§ **Stored data entries**
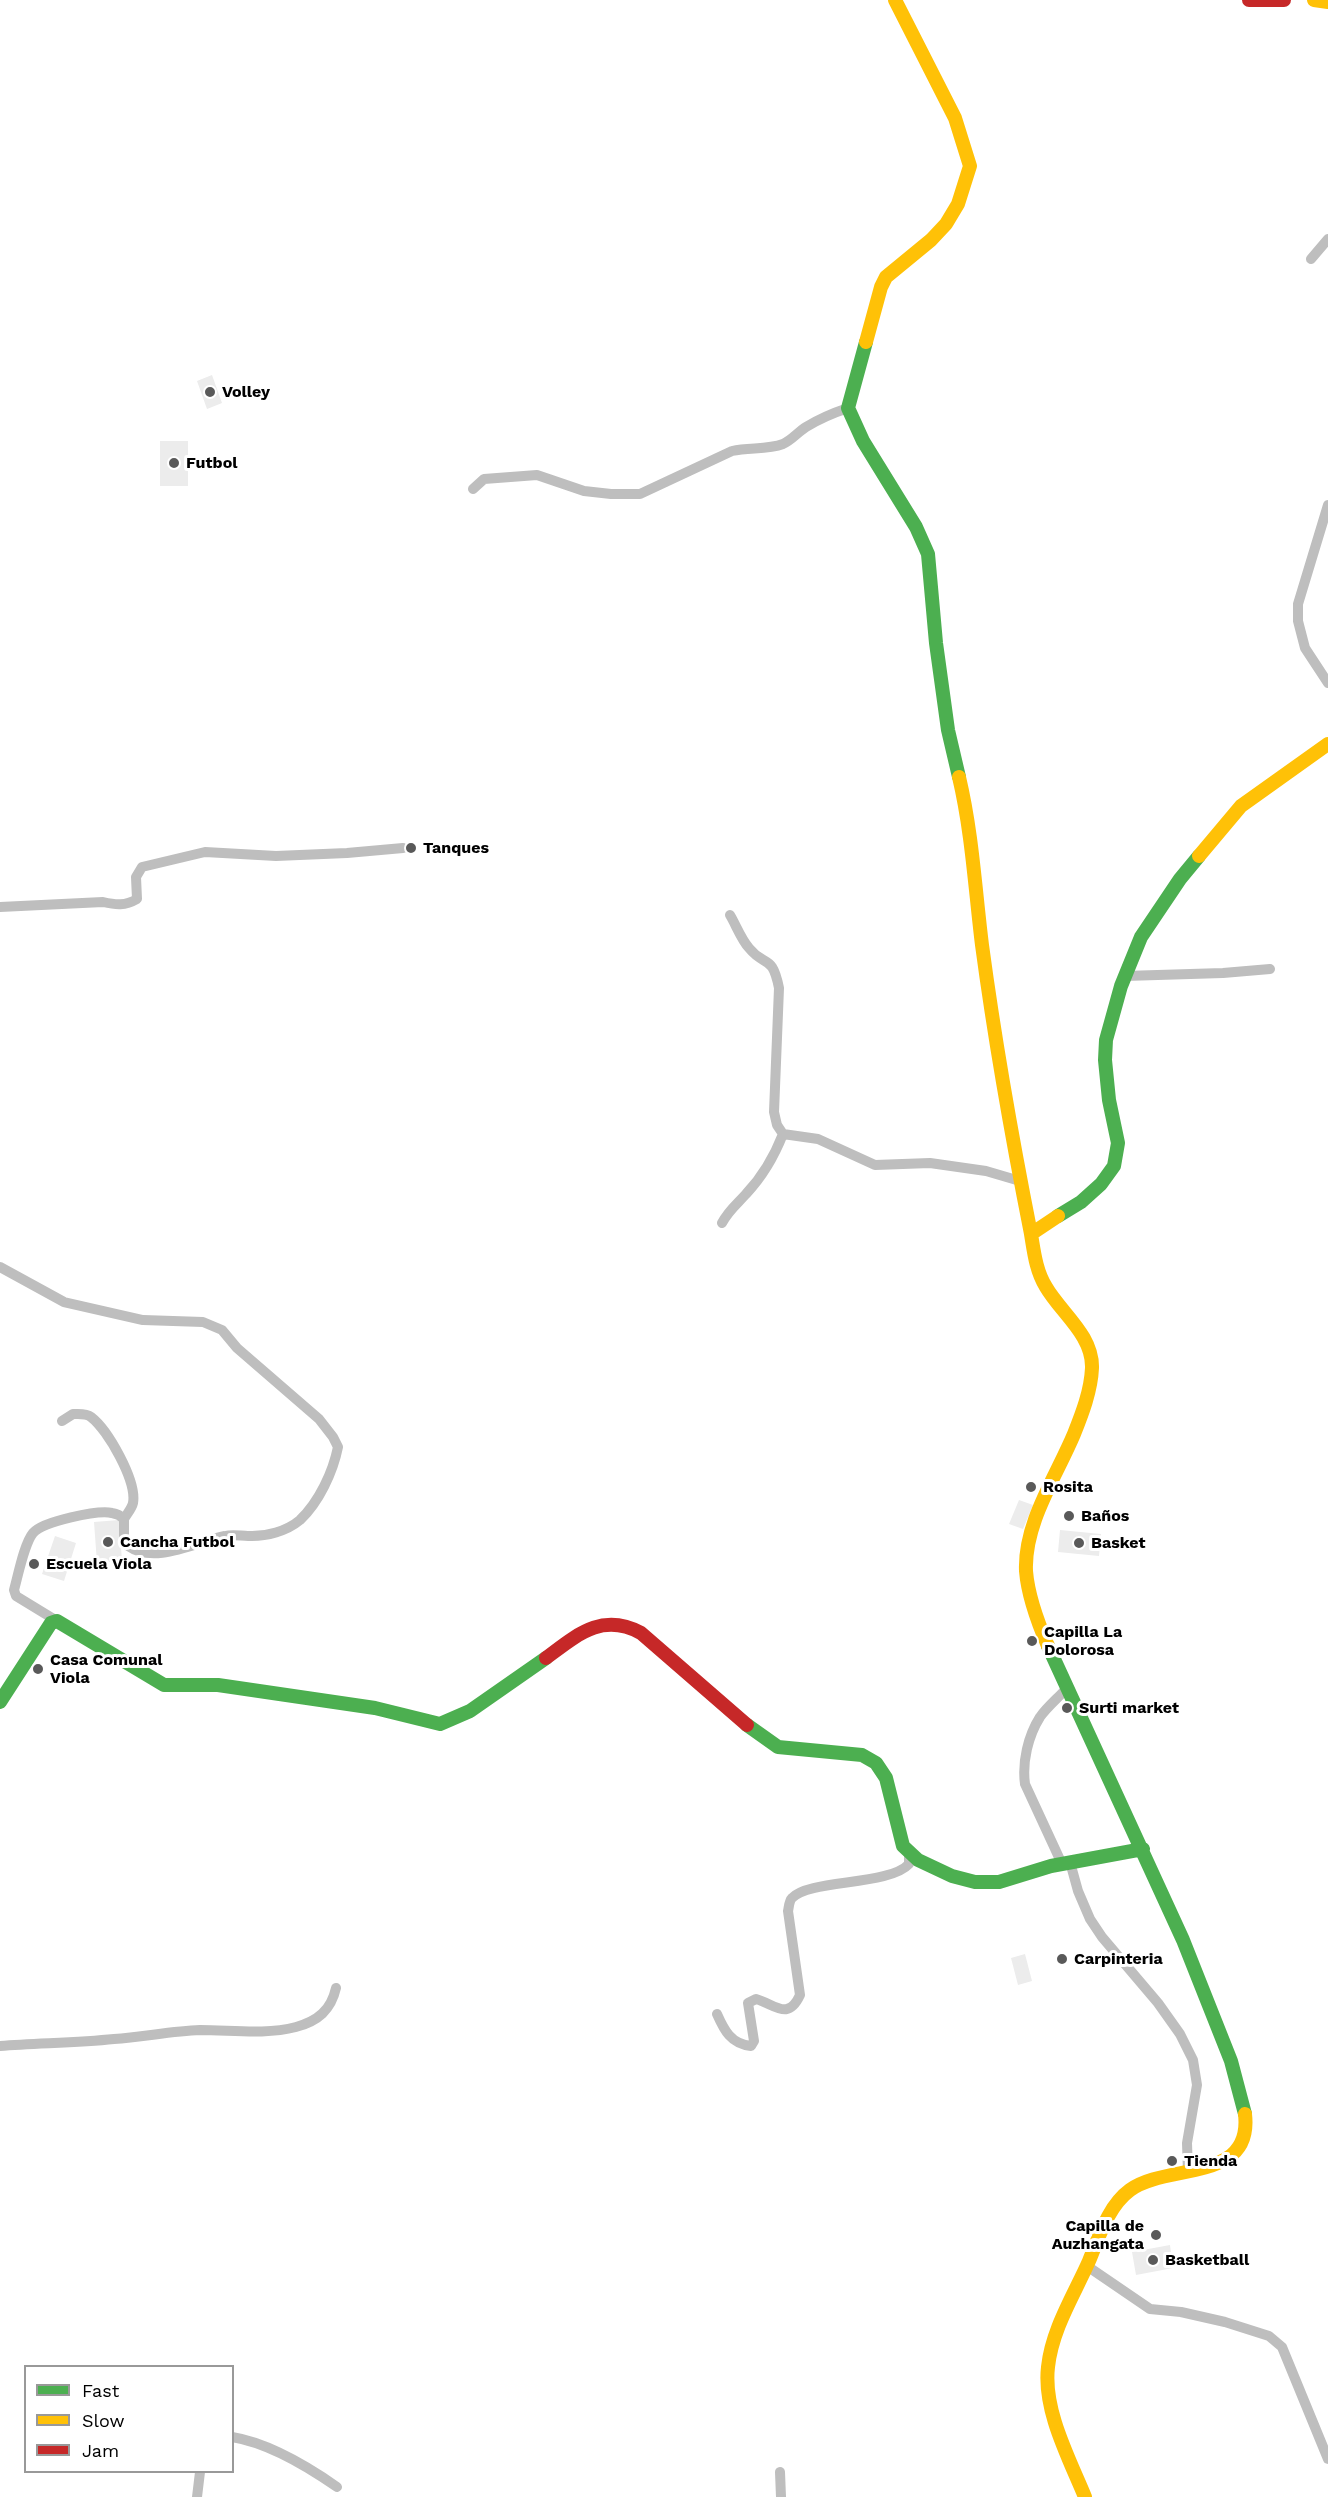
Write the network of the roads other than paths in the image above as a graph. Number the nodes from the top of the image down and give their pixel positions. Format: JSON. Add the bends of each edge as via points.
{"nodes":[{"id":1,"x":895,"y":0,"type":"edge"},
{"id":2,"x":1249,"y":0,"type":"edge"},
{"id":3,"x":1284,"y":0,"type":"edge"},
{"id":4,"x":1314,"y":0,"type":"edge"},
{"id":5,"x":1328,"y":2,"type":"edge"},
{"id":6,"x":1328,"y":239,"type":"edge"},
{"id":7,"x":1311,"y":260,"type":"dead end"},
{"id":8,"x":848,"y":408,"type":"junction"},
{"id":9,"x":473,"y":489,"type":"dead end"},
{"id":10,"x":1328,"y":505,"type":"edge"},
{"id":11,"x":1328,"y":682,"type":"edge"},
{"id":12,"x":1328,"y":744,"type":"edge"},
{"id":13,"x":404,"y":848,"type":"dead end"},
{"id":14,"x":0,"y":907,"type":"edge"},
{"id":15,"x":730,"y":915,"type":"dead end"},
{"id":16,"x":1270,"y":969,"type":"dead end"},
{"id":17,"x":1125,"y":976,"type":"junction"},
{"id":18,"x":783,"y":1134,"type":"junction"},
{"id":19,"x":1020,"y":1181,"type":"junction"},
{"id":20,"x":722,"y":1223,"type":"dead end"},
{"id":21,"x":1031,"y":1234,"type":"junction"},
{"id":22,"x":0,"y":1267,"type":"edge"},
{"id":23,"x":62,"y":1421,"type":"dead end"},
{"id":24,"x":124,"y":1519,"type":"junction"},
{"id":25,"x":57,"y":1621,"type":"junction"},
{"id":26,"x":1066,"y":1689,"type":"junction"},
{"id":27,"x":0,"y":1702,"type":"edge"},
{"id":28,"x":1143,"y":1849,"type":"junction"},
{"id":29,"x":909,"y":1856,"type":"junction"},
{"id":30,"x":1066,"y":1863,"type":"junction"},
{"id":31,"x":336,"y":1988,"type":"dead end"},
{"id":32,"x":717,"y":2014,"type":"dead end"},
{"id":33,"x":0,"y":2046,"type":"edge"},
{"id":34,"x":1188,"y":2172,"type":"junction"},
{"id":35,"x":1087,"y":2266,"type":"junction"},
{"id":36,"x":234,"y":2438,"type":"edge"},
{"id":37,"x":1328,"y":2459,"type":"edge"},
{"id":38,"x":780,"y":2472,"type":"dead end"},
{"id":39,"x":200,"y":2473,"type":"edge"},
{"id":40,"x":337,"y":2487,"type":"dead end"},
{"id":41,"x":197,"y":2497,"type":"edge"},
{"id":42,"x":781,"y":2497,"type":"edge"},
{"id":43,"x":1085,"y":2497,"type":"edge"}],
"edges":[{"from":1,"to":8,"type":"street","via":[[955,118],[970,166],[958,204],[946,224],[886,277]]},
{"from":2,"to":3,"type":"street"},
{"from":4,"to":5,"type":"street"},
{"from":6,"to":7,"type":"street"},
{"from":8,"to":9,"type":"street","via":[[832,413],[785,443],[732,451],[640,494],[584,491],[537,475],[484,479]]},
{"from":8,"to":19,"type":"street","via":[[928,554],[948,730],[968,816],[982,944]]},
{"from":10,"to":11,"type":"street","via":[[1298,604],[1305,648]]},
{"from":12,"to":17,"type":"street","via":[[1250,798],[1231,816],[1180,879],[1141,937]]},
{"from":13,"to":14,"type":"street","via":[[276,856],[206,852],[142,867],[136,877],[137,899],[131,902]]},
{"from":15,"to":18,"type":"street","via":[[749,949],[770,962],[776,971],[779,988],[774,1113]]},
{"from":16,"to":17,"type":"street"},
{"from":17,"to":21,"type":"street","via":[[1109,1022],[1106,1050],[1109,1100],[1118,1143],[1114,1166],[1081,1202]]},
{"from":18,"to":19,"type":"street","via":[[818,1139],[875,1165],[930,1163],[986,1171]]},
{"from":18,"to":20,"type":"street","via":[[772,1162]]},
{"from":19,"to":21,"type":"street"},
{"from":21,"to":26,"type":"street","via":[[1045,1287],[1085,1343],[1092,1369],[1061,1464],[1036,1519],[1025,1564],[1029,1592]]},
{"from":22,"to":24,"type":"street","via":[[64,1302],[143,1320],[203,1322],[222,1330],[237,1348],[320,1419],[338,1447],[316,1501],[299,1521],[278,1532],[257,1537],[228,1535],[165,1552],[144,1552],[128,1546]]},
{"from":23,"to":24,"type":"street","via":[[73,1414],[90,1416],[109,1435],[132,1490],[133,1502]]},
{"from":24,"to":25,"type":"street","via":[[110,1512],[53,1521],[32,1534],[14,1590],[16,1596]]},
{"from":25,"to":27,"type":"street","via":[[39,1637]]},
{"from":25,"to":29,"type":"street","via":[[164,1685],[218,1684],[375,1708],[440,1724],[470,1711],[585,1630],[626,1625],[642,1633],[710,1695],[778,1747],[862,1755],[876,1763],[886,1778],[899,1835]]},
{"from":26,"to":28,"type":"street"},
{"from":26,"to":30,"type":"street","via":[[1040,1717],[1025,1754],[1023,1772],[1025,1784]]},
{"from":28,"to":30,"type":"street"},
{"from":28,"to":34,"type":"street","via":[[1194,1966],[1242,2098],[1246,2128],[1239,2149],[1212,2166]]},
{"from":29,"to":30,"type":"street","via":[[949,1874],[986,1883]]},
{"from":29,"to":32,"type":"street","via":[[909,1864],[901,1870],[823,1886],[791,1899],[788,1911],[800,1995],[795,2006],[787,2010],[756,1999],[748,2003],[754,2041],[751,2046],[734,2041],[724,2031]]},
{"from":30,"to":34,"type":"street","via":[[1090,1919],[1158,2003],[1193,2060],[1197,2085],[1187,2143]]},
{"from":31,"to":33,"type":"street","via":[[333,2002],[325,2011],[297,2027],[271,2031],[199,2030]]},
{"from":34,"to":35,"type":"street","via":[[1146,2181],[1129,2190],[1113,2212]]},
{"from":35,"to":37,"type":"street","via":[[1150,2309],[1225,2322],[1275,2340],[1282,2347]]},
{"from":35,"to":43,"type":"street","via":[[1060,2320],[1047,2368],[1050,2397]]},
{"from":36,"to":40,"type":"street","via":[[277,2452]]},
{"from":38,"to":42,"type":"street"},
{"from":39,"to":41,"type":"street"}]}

§ **Try it**
What is the number of lines in the data holding the word "dead"? Reply with that number only.

§ **Response for this exercise**
11